▶ **EXERCISE GOAL**
Say how many lines below hold the word "main"; give the number by itself.

▶ **Stored items**

%%

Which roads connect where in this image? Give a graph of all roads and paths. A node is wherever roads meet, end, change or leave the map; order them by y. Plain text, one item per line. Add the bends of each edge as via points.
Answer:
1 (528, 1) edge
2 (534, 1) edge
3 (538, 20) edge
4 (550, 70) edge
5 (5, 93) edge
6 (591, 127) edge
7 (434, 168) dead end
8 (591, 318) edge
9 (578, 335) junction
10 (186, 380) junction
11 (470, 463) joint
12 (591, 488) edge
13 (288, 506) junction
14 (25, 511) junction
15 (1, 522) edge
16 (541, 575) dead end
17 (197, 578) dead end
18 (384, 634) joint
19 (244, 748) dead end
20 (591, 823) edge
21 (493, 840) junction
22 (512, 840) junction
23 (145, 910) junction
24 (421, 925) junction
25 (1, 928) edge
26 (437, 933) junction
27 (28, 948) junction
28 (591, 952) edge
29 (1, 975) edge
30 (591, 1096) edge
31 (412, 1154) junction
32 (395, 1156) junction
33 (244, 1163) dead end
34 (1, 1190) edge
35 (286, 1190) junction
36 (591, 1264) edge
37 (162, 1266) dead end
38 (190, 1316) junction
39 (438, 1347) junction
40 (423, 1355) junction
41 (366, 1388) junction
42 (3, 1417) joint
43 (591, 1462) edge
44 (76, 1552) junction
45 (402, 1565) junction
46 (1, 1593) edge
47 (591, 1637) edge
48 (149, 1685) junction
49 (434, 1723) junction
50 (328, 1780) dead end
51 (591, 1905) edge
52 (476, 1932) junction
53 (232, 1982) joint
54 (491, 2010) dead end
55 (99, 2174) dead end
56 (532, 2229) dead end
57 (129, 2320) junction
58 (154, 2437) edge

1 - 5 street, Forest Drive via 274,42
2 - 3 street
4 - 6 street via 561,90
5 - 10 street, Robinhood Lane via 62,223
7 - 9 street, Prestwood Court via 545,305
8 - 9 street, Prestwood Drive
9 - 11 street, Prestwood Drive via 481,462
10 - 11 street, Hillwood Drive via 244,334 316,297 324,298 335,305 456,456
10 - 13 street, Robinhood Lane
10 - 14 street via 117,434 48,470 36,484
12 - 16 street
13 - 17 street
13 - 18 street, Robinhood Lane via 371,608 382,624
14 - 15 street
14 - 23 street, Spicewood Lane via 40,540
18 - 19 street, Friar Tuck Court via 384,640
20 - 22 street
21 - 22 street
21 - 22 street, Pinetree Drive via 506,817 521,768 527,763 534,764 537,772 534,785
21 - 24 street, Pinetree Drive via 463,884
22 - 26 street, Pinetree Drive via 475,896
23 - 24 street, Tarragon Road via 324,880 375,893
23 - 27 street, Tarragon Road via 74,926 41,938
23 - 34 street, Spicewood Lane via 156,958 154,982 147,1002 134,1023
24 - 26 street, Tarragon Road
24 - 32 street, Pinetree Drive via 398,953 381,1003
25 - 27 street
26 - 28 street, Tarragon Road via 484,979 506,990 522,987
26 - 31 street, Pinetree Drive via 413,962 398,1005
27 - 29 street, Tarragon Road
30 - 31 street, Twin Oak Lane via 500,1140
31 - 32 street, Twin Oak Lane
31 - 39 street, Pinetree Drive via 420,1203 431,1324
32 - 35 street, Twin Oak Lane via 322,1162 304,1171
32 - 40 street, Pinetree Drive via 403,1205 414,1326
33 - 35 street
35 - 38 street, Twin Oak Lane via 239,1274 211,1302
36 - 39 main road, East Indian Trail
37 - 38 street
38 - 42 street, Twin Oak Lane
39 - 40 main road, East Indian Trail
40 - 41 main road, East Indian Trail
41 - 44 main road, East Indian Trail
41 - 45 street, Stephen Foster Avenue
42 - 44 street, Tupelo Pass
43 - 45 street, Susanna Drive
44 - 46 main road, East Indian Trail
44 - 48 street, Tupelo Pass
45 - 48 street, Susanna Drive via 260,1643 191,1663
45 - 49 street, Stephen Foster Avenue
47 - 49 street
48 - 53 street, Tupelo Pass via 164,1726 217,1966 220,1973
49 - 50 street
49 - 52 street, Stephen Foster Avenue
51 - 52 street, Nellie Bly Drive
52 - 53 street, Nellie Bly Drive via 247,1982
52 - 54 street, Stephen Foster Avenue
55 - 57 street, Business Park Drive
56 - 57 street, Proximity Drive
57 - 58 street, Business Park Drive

%%

▶ **ANSWER BOX**
5